The author has three options:
- Pin to
metadata['base_url'] — the toolkit's allowed host(s) are declared in apps/<x>/config.ts. Canonical safe pattern.
- Wrap in
validate_external_url(...) — explicit allowlist of public IPs / public DNS / scheme.
- Add
# ci-skip: caller-url-to-http-request (<reason + ticket>) — ack residual risk in code, with a tracking ticket for follow-up. Requires PR review to land.
Coverage scope and known limitations
- Mercury-local only. The Apollo Tier 5 amplifier is closed at the schema layer in
apps/apollo/src/lib/tool_execution/common/schema.ts, not here. This PR doesn't touch Apollo.
- Intra-procedural. A helper function that builds the URL from
base_url + segment then returns it is opaque to the lint. Authors who go through such helpers may need to baseline via # ci-skip until the helper is recognized as safe (or until we add the helper to a _SAFE_BUILDERS list).

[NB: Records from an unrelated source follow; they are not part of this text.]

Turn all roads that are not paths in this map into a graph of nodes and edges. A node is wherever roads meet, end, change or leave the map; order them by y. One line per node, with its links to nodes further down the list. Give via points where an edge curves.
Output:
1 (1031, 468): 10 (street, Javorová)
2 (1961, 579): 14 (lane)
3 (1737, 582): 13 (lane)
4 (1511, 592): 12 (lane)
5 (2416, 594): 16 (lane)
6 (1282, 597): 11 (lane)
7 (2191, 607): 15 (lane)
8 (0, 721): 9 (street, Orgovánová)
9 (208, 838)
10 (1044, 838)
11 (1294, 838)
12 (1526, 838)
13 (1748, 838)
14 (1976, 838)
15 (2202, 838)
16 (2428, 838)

- Existing violations are not auto-fixed. Running the lint with
--all surfaces ~67 candidates beyond the 20 deleted in this PR (sendbird/epic_games/etc., plus the 4 high-traffic survivors). They are not annotated in code; PR CI runs in --diff mode so they don't block unrelated PRs. They will fire when someone touches those files — the right time to address them.
request.headers.update(local) patterns can slip past the alias tracker (e.g. supabase/invoke_edge_function). This is intentional residual risk, documented above.
Why one lint, not five
Tiers 2/3/4 of the audit collapse to “caller-controlled URL or headers reach outbound HTTP without validation.” That's one rule. Tier 1 (env-var / file reads with caller key) is a different vulnerability class and is already covered by existing lint_local_file_open.py + lint_direct_env_access.py. Tier 5 is an Apollo concern. Five linters would mean five places to keep current with how http_request is invoked, five sets of false-positive ci-skip annotations, and five maintenance burdens for the same security signal.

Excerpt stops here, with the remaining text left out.